Unusual Java implementation of red/black tree node insertion

I'm writing a program for class in Java regarding red/black trees. I've got a good understanding of how they usually work, and am supposed to use a recursive insertion method. What I would typically use is below, to match my professor's Node class. In regards to color, a 0 is black, a 1 is red. The Node class given to us does not deal with keys at all.

private static void put(int val,  int col)
{ root = put(root, val, col); }

private static Node put(Node n, Integer val, int col)
{
    if (n == null){
        Node t=new Node(val);
        t.setColor(1);
        return t;
    }
    int cmp = val.compareTo(n.getValue());

    if (cmp < 0) n.setLeft(put(n.getLeft(), val, col));
    else if (cmp > 0) n.setRight(put(n.getRight(), val, col));
    else n.setColor(col);

    if (isRed(n.getRight()) && !isRed(n.getLeft())) n = rotateLeft(n);
    if (isRed(n.getLeft()) && isRed(n.getLeft().getLeft())) n = rotateRight(n);
    if (isRed(n.getLeft()) && isRed(n.getRight())) flipColors(n);
    return n;
}

However, the catch is that we are supposed to return a boolean value--if the user inserts a duplicate value as is already on the tree, we return false and don't attach the node. Otherwise, we attach them and return true; the code given to us for this is below, but is not recursive (part of the project requirements). And while I hadn't implemented a way of balancing or rotating properly, the returned boolean part works.

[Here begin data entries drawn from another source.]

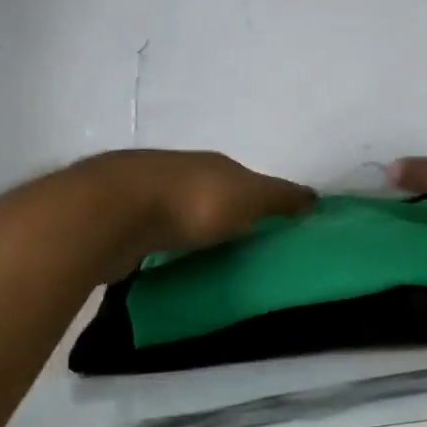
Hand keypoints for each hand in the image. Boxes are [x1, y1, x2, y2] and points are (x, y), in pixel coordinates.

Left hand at [84, 150, 314, 258]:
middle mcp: (180, 172)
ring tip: (207, 259)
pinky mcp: (122, 222)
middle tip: (242, 248)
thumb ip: (280, 198)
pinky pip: (155, 234)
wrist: (113, 212)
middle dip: (225, 215)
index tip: (272, 228)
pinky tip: (170, 261)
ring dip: (192, 230)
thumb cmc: (192, 202)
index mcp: (213, 164)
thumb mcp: (248, 197)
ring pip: (180, 213)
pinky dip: (166, 244)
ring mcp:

public boolean insertNode(Node node) {

    //Here is just an example of setting colors for a node. So far, it is in green color. But you need to modify the code to dynamically adjust the color to
    //either RED or BLACK according to the red-black logic 
    Node current_node;
    // if the root exists
    if (root == null) {
        root = node; // let the root point to the current node
        root.setColor(Node.BLACK);
        return true;
    } else {
        current_node = root;
        node.setColor(1);
        while (current_node != null) {
            int value = current_node.getValue();

            if (node.getValue() < value){ // go to the left sub-tree
                if (current_node.getLeft() != null) // if the left node is not empty
                    current_node = current_node.getLeft();
                else{ // put node as the left child of current_node
                    current_node.setLeft(node);
                    node.setParent(current_node);
                    current_node = null;    }   
                //System.out.println("Left:"+current_node); 
                }

            else if (node.getValue() > value){ // go to the right
                if (current_node.getRight() != null) // if the right node is not empty
                    current_node = current_node.getRight();
                else{ // put node as the right child of current_node
                    current_node.setRight(node);
                    node.setParent(current_node);
                    current_node = null;    }   
                //System.out.println("Right: "+current_node);   
                }

            else{
                //System.out.println("Else: "+current_node);
                return false;   }


            //if(current_node!=null&&current_node.getLeft()!=null&&current_node.getRight()!=null&&current_node.getLeft().isRed()&&current_node.getRight().isRed())
            //  flipColors(node);

        }
    }

    if(node.getParent()!=null){
        node=node.getParent();
        System.out.println("Case: node has parent, val="+node.getValue());
    }

    if(node.getLeft()!=null&&node.getRight()!=null){
        if((node.getRight().isRed())&&!node.getLeft().isRed())
            node=rotateLeft(node);
        if((node.getLeft().isRed())&&(node.getParent()!=null)&&(node.getParent().getLeft().getLeft()!=null)&&(node.getParent().getLeft().getLeft().isRed()))
            node=rotateRight(node);
        if((node.getLeft().isRed()) && (node.getRight().isRed()))
            flipColors(node);
    }
    return true;
}

I wasn't able to find any comparable implementations online, and it seems that the boolean is necessary for the program's gui to work properly. If someone has a good suggestion for where to start, I would appreciate it!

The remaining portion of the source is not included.